You are on page 1of 3

En la antigua Roma (monarquía, 754-510 a. C.) y hasta el final de la época de la República (510-27 a.

C.), se podría hablar de un cierto equilibrio político e institucional entre diferentes órganos (el senado,
las asambleas populares y las magistraturas). Superada la fase de confusión entre el ius y el fas –el
derecho y la religión–, entre el rey y los pontífices, durante la República no cabía ninguna duda de que
la maiestas –algo parecido a aquello que siglos más tarde se definiría como soberanía– pertenecía al
pueblo romano.
Con Augusto, calificado como Princeps –formalmente, pero no sustancialmente, era el primero, el
principal entre los funcionarios– se inauguraba un nuevo régimen político conocido como Principado;
eso pasaba entre los años 27 y 23 a. C.
Augusto fue el primero en recibir por delegación –por medio de una lex de imperio, formulada por el
Senado como expresión de la voluntad del pueblo romano–, aquellos poderes que conformaban la
maiestas del pueblo romano. Se abría la puerta a un ejercicio unipersonal del poder que no haría otra
cosa que crecer en los siglos venideros.

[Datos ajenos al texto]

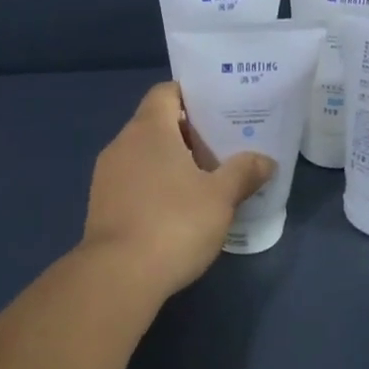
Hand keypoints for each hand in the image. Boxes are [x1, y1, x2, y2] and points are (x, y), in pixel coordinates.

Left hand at [83, 83, 274, 297]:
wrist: (119, 276)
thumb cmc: (174, 223)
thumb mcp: (220, 197)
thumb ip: (244, 172)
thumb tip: (266, 161)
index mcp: (148, 130)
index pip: (166, 92)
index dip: (192, 95)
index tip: (219, 108)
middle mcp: (121, 144)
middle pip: (156, 124)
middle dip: (188, 133)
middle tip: (222, 146)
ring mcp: (106, 176)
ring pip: (143, 155)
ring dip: (171, 162)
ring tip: (204, 179)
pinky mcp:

Lo destacable, con todo, es que los poderes de Augusto no le
pertenecían de manera originaria, sino por delegación. El recuerdo de esta delegación de un poder
originario del pueblo, sin embargo, se iría borrando y erosionando con el paso de los años. El mismo
jurista Ulpiano (fallecido en 228), que antes habíamos visto definiendo justicia, señalaba que “lo que
complace al Príncipe tiene fuerza de Ley”, de manera que cualquier cosa que el emperador estableciera
por cualquier medio –epístola, suscripción, mandato, edicto, etc.– devenía ley, y eran las que
vulgarmente eran reconocidas como constituciones imperiales.
A partir de entonces, en cambio, la Ley se identifica con la voluntad del Príncipe como depositario de la
voluntad del pueblo romano.
Diocleciano (que gobernó entre los años 284-305), dio al imperio un carácter de monarquía absoluta, o
absolutista, donde el emperador, ahora ya calificado de Dominus et Deus (y de dominus, que significaba
‘amo’ o ‘señor’, derivaría el nombre de “Dominado”), ostentaba un dominio absoluto, los emperadores
dejaron de pedir, caso por caso, la delegación de los poderes del pueblo, y eso quería decir que ya se
entendía que habían sido cedidos para siempre.
Ante la ausencia de una legitimación clara del poder imperial –ya que el apoyo y la fidelidad del ejército,
indispensable, a partir de la fuerza, no era una fuente de legitimación–, se recurrió a la identificación del
emperador con los dioses y a desarrollar un ceremonial y una simbología, importantes desde el punto
de vista legitimador, sobre el carácter sagrado del emperador.
Con la cristianización del imperio, el emperador se convertía, de repente, en el intermediario entre Dios
–el Dios de los cristianos– y los hombres, de modo que la misma Iglesia le estaba vinculada; hay que
recordar, en este sentido, que Augusto también había reunido el título de pontifex maximus.
Con el emperador Constantino, y a partir de él, se desarrolló el concepto de monarquía divina y la
voluntad del Dominus es fuente viva, y única, del Derecho.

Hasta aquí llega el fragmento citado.